See the following PDQ summaries for more information:
- Renal Cell Cancer Treatment
- Transitional Cell Cancer of the Renal Pelvis and Ureter Treatment
- Bladder and Other Urothelial Cancers Screening
- Unusual Cancers of Childhood
Smoking can affect the risk of bladder cancer.
Anything that increases your chance of getting a disease is called a risk factor. Having a risk factor does not mean that you will get cancer; not having risk factors doesn't mean that you will not get cancer. Talk to your doctor if you think you may be at risk for bladder cancer. Risk factors for bladder cancer include:
- Using tobacco, especially smoking cigarettes.
- Having a family history of bladder cancer.
- Having certain changes in the genes that are linked to bladder cancer.
- Being exposed to certain chemicals in the workplace.
- Past treatment with certain anticancer drugs, such as cyclophosphamide or ifosfamide, or radiation therapy to the pelvis.
- Taking Aristolochia fangchi, a Chinese herb.
- Drinking well water that has high levels of arsenic.
- Drinking water that has been treated with chlorine.
- Having a history of bladder infections, including bladder infections caused by Schistosoma haematobium.
- Using urinary catheters for a long time.
Signs and symptoms of bladder cancer include blood in the urine and pain during urination.
These and other signs and symptoms may be caused by bladder cancer or by other conditions. Check with your doctor if you have any of the following:
- Blood in the urine (slightly rusty to bright red in color).
- Frequent urination.
- Pain during urination.
- Lower back pain.
Tests that examine the urine, vagina, or rectum are used to help detect (find) and diagnose bladder cancer.
The following tests and procedures may be used:
- Physical exam and history: An exam of the body to check general signs of health, including checking for signs of disease, such as lumps or anything else that seems unusual. A history of the patient's health habits and past illnesses and treatments will also be taken.
- Internal exam: An exam of the vagina and/or rectum. The doctor inserts gloved fingers into the vagina and/or rectum to feel for lumps.
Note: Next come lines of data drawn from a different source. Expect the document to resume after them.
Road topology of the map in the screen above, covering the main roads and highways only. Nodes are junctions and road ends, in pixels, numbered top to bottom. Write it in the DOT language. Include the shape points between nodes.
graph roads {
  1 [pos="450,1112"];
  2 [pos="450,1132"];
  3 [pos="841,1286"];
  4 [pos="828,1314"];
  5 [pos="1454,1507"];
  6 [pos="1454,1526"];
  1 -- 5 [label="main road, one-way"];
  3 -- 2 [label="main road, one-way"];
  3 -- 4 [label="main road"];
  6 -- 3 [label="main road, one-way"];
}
- Urinalysis: A test to check the color of urine and its contents, such as sugar, protein, red blood cells, and white blood cells.
- Urine cytology: Examination of urine under a microscope to check for abnormal cells.
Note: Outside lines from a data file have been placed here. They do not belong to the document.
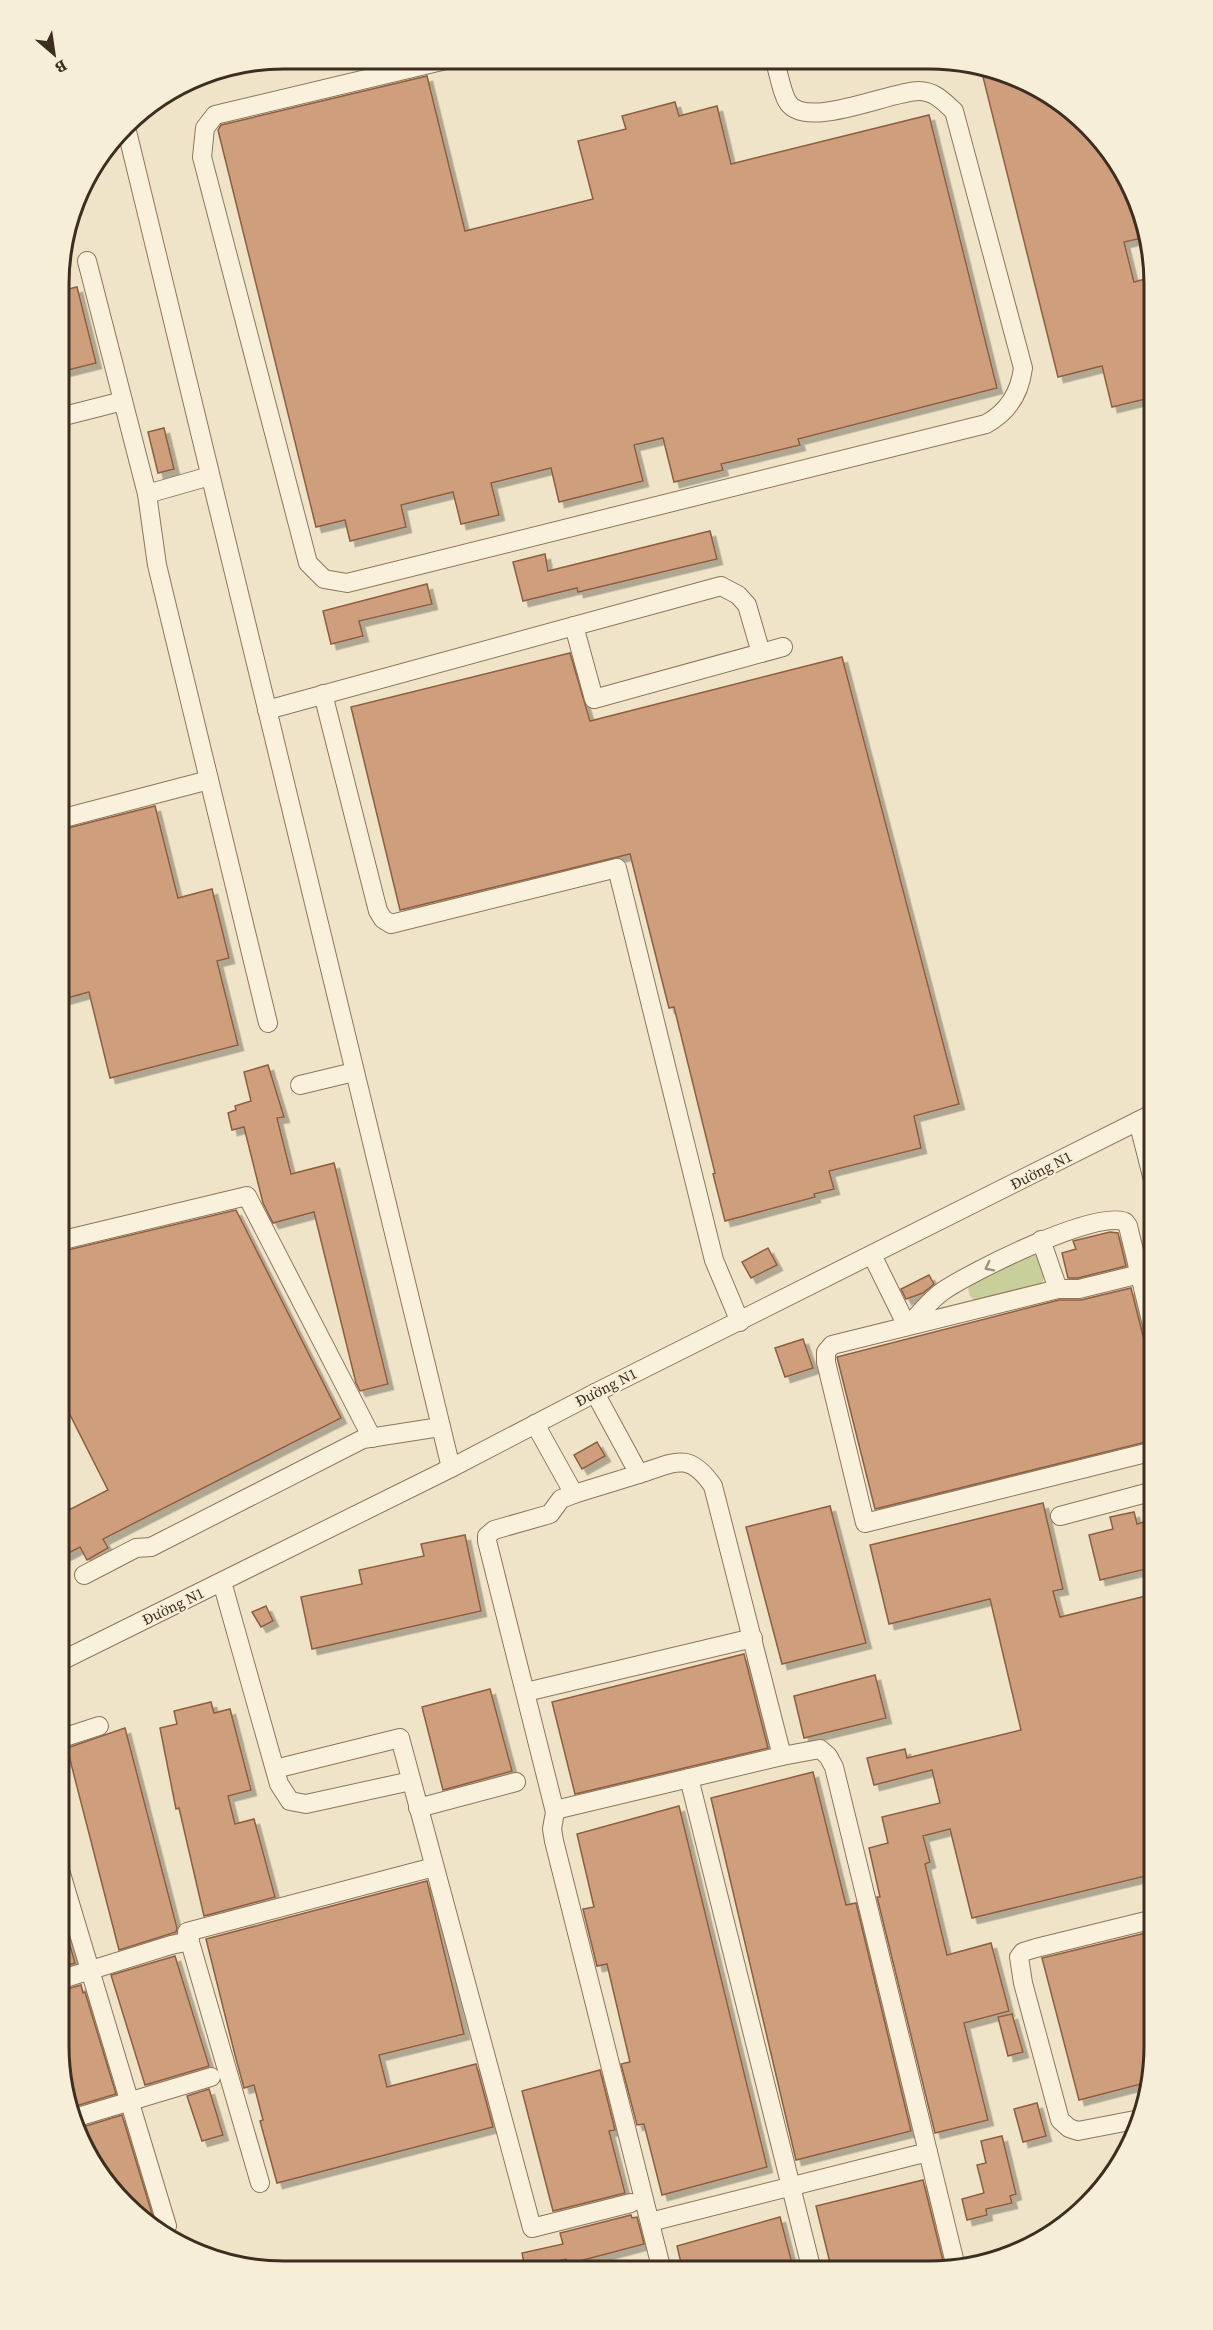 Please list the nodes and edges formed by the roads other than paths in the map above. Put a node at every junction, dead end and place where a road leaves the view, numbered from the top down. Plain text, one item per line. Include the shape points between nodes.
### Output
1 (408, 69) edge
2 (777, 69) edge
3 (128, 136) edge
4 (87, 261) dead end
5 (123, 401) junction
6 (69, 415) edge
7 (210, 476) junction
8 (147, 494) junction
9 (574, 626) junction
10 (783, 646) dead end
11 (761, 653) junction
12 (323, 694) junction
13 (267, 710) junction
14 (208, 780) junction
15 (69, 817) edge
16 (268, 1023) dead end
17 (354, 1072) junction
18 (300, 1085) dead end
19 (1144, 1118) edge
20 (69, 1239) edge
21 (1041, 1240) junction
22 (872, 1255) junction
23 (1140, 1274) junction
24 (1058, 1289) junction
25 (1144, 1291) edge
26 (740, 1322) junction
27 (907, 1326) junction
28 (595, 1393) junction
29 (535, 1424) junction
30 (440, 1427) junction
31 (372, 1438) junction
32 (1144, 1453) edge
33 (451, 1468) junction
34 (639, 1474) junction
35 (574, 1494) junction
36 (1144, 1494) edge
37 (1060, 1516) dead end
38 (84, 1575) dead end
39 (222, 1582) junction
40 (753, 1638) junction
41 (69, 1657) edge
42 (526, 1692) junction
43 (99, 1726) dead end
44 (69, 1736) edge
45 (782, 1756) junction
46 (275, 1769) junction
47 (688, 1778) junction
48 (411, 1781) junction
49 (516, 1782) dead end
50 (418, 1808) junction
51 (555, 1810) junction
52 (434, 1867) junction
53 (69, 1900) edge
54 (1144, 1921) edge
55 (190, 1941) junction
56 (90, 1970) junction
57 (69, 1977) edge
58 (210, 2077) dead end
59 (129, 2101) junction
60 (80, 2116) edge
61 (1131, 2121) edge
62 (927, 2152) junction
63 (260, 2183) dead end
64 (789, 2186) junction
65 (631, 2203) dead end
66 (650, 2222) junction
67 (167, 2226) edge
68 (954, 2259) edge
69 (660, 2261) edge
70 (809, 2261) edge

1 - 2 street via 215,115 205,128 202,157 308,563 324,579 347,583 987,424 1000,416 1021,386 1023,368 954,111 936,95 918,91 823,112 799,112 788,102
3 - 7 street
4 - 5 street
5 - 6 street
5 - 8 street
7 - 8 street
7 - 13 street
8 - 14 street via 157,565
9 - 11 street via 721,586 747,605
9 - 11 street via 594,699
9 - 12 street
10 - 11 street
12 - 13 street
12 - 26 street via 378,911 391,924 616,868 714,1260
13 - 17 street
14 - 15 street
14 - 16 street
17 - 18 street
17 - 30 street
19 - 22 street, Đường N1
20 - 31 street via 247,1196
21 - 23 street via 1064,1231 1121,1220 1128,1226
21 - 24 street
21 -> 27 street via 942,1291
22 - 26 street, Đường N1
22 - 27 street
23 - 24 street via 1079,1289
23 - 25 street
24 - 27 street
26 - 28 street, Đường N1
27 - 32 street via 832,1345 826,1352 865,1523
28 - 29 street, Đường N1
28 - 34 street
29 - 33 street, Đường N1
29 - 35 street
30 - 31 street
30 - 33 street
31 - 38 street via 363,1439 151,1547 136,1548
33 - 39 street, Đường N1
34 - 35 street
34 - 40 street via 688,1462 708,1478 716,1495
35 - 42 street via 561,1499 550,1514 494,1530 487,1536
36 - 37 street
39 - 41 street, Đường N1
39 - 46 street
40 - 42 street
40 - 45 street
42 - 51 street
43 - 44 street
45 - 47 street
45 - 62 street via 820,1749 834,1767
46 - 48 street via 290,1801 306,1804
46 - 48 street via 400,1738
47 - 51 street
47 - 64 street
48 - 50 street
49 - 50 street
50 - 52 street
51 - 66 street via 554,1841
52 - 55 street via 187,1932
52 - 65 street via 532,2228
53 - 56 street
54 - 61 street via 1036,1948 1019,1957 1060,2120 1078,2132
55 - 56 street
55 - 63 street
56 - 57 street
56 - 59 street
58 - 59 street
59 - 60 street
59 - 67 street
62 - 64 street
62 - 68 street
64 - 66 street
64 - 70 street
66 - 69 street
- Cystoscopy: A procedure to look inside the bladder and urethra to check for abnormal areas. A cystoscope is inserted through the urethra into the bladder. A cystoscope is a thin, tube-like instrument with a light and a lens for viewing. It may also have a tool to remove tissue samples, which are checked under a microscope for signs of cancer.
Cystoscopy. A cystoscope (a thin, tube-like instrument with a light and a lens for viewing) is inserted through the urethra into the bladder. Fluid is used to fill the bladder. The doctor looks at an image of the inner wall of the bladder on a computer monitor.
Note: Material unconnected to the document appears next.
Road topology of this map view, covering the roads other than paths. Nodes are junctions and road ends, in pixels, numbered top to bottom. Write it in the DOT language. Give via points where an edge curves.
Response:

- Intravenous pyelogram (IVP): A series of x-rays of the kidneys, ureters, and bladder to find out if cancer is present in these organs. A contrast dye is injected into a vein. As the contrast dye moves through the kidneys, ureters, and bladder, x-rays are taken to see if there are any blockages.
- Biopsy: The removal of cells or tissues so they can be viewed under a microscope by a pathologist to check for signs of cancer. A biopsy for bladder cancer is usually done during cystoscopy. It may be possible to remove the entire tumor during biopsy.